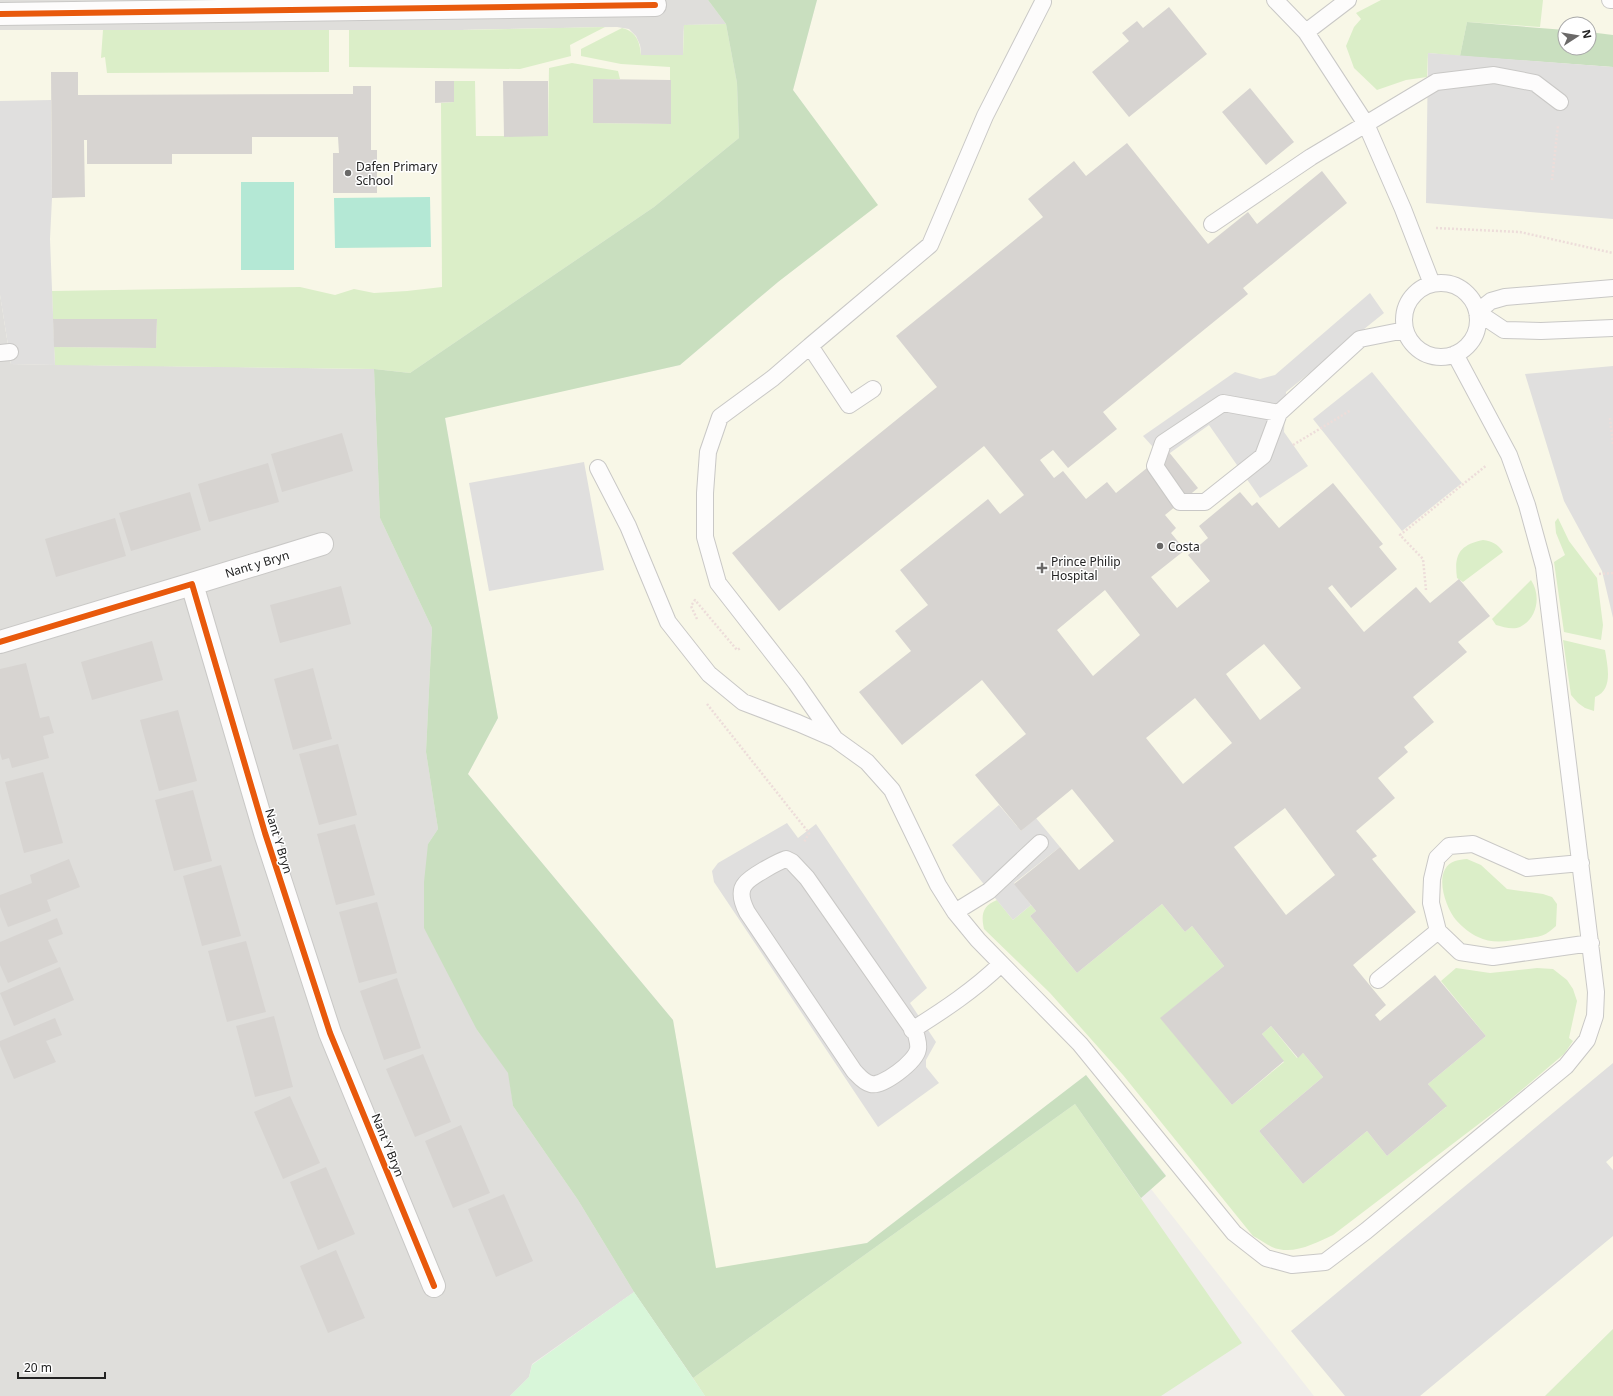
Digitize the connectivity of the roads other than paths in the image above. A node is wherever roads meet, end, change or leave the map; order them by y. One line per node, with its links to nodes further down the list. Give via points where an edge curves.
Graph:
1 (1275, 0): 8 (lane)
2 (1348, 0): 8 (lane)
3 (1610, 0): 4 (lane)
4 (1613, 0)
5 (1043, 1): 17 (lane, via 986,116 930,245)
6 (655, 5): 7 (street)
7 (12, 9)
8 (1306, 32): 10 (lane)
9 (1560, 102): 10 (lane, via 1535,83 1494,75 1436,82)
10 (1366, 124): 11 (lane, via 1311,157); 12 (lane)
11 (1212, 224)
12 (1432, 284): 14 (lane, via 1444,283 1465,292 1473,301); 16 (lane, via 1421,288 1406,306)
13 (1613, 288): 14 (lane, via 1505,297 1491,300)
14 (1477, 312): 15 (lane, via 1504,330); 18 (lane, via 1478,325 1474,337)
15 (1613, 328)
16 (1405, 330): 18 (lane, via 1411,342 1431,356 1444,357); 20 (lane, via 1360,339)
17 (810, 346): 19 (lane, via 849,404); 25 (lane, via 773,378 720,417 708,452 705,538 718,583 796,683)
18 (1456, 354): 27 (lane, via 1509,455 1527,505 1544,567)
19 (873, 389)
20 (1279, 413): 20 (lane, via 1263,456 1205,502 1180,502 1155,466 1163,442 1223,403)
21 (598, 468): 25 (lane, via 628,526 668,622 709,674 743,702)
22 (322, 544): 23 (street, Nant y Bryn)
23 (192, 584): 24 (street); 34 (street, Nant Y Bryn, via 265,833 330,1033)
24 (0, 642)
25 (835, 739): 28 (lane, via 867,762 892,790 938,885)
26 (1040, 844): 28 (lane, via 989,891)
27 (1581, 863): 29 (lane, via 1527,868 1472,844 1449,846 1437,858 1432,879 1431,904); 30 (lane)
28 (955, 912): 31 (lane)
29 (1438, 931): 30 (lane, via 1460,952 1493,958); 32 (lane)
30 (1591, 943): 31 (lane, via 1596,992 1595,1016 1587,1040 1566,1066 1366,1231 1324,1262 1292,1265 1266,1258 1234,1233 1080,1044)
31 (1001, 964): 33 (lane, via 980,985 956,1003)
32 (1378, 980)
33 (912, 1030): 33 (lane, via 918,1041 915,1057 879,1084 865,1082 854,1071 747,912 741,894 744,884 779,861 786,859 792,862 807,878)
34 (434, 1286)

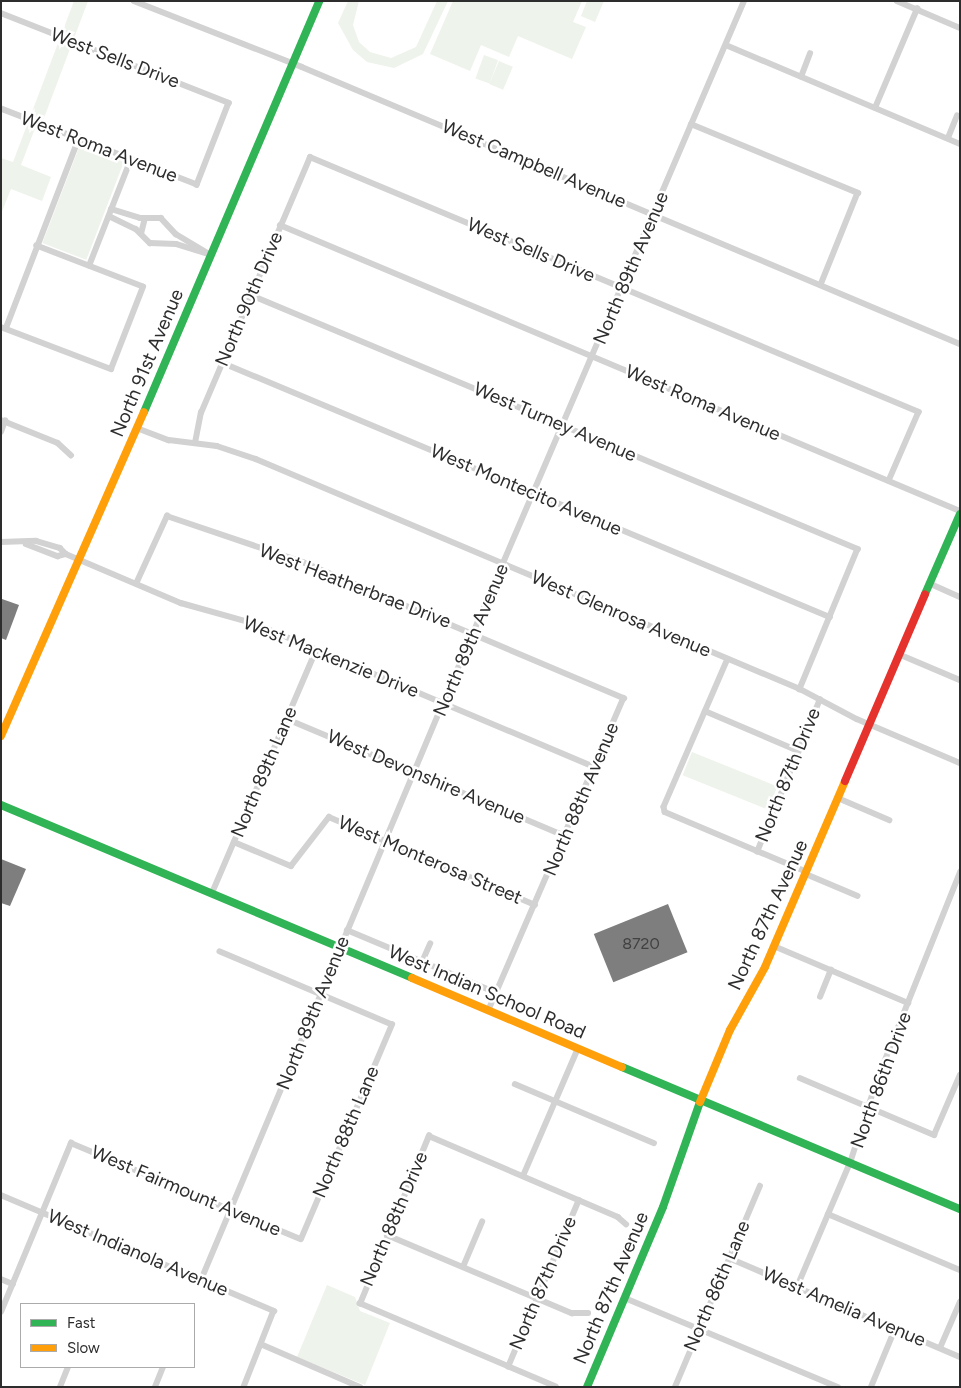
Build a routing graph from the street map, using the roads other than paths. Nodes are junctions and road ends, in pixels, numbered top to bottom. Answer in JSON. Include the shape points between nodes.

* * *

Work request =>
Set down every record word for word and leave out the pictures.

Answer for the task =>
Digitize the connectivity of the roads other than paths in the image above. A node is wherever roads meet, end, change or leave the map; order them by y. One line per node, with its links to nodes further down the list. Give via points where an edge curves.
Graph:
1 (1275, 0): 8 (lane)
2 (1348, 0): 8 (lane)
3 (1610, 0): 4 (lane)
4 (1613, 0)
5 (1043, 1): 17 (lane, via 986,116 930,245)
6 (655, 5): 7 (street)
7 (12, 9)
8 (1306, 32): 10 (lane)
9 (1560, 102): 10 (lane, via 1535,83 1494,75 1436,82)
10 (1366, 124): 11 (lane, via 1311,157); 12 (lane)
11 (1212, 224)
12 (1432, 284): 14 (lane, via 1444,283 1465,292 1473,301); 16 (lane, via 1421,288 1406,306)
13 (1613, 288): 14 (lane, via 1505,297 1491,300)
14 (1477, 312): 15 (lane, via 1504,330); 18 (lane, via 1478,325 1474,337)
15 (1613, 328)
16 (1405, 330): 18 (lane, via 1411,342 1431,356 1444,357); 20 (lane, via 1360,339)
17 (810, 346): 19 (lane, via 849,404); 25 (lane, via 773,378 720,417 708,452 705,538 718,583 796,683)
18 (1456, 354): 27 (lane, via 1509,455 1527,505 1544,567)
19 (873, 389)
20 (1279, 413): 20 (lane, via 1263,456 1205,502 1180,502 1155,466 1163,442 1223,403)
21 (598, 468): 25 (lane, via 628,526 668,622 709,674 743,702)
22 (322, 544): 23 (street, Nant y Bryn)
23 (192, 584): 24 (street); 34 (street, Nant Y Bryn, via 265,833 330,1033)
24 (0, 642)
25 (835, 739): 28 (lane, via 867,762 892,790 938,885)
26 (1040, 844): 28 (lane, via 989,891)
27 (1581, 863): 29 (lane, via 1527,868 1472,844 1449,846 1437,858 1432,879 1431,904); 30 (lane)
28 (955, 912): 31 (lane)
29 (1438, 931): 30 (lane, via 1460,952 1493,958); 32 (lane)
30 (1591, 943): 31 (lane, via 1596,992 1595,1016 1587,1040 1566,1066 1366,1231 1324,1262 1292,1265 1266,1258 1234,1233 1080,1044)
31 (1001, 964): 33 (lane, via 980,985 956,1003)
32 (1378, 980)
33 (912, 1030): 33 (lane, via 918,1041 915,1057 879,1084 865,1082 854,1071 747,912 741,894 744,884 779,861 786,859 792,862 807,878)
34 (434, 1286)

Build a routing graph from the street map, using the roads other than paths. Nodes are junctions and road ends, in pixels, numbered top to bottom. Answer in JSON. Include the shape points between nodes.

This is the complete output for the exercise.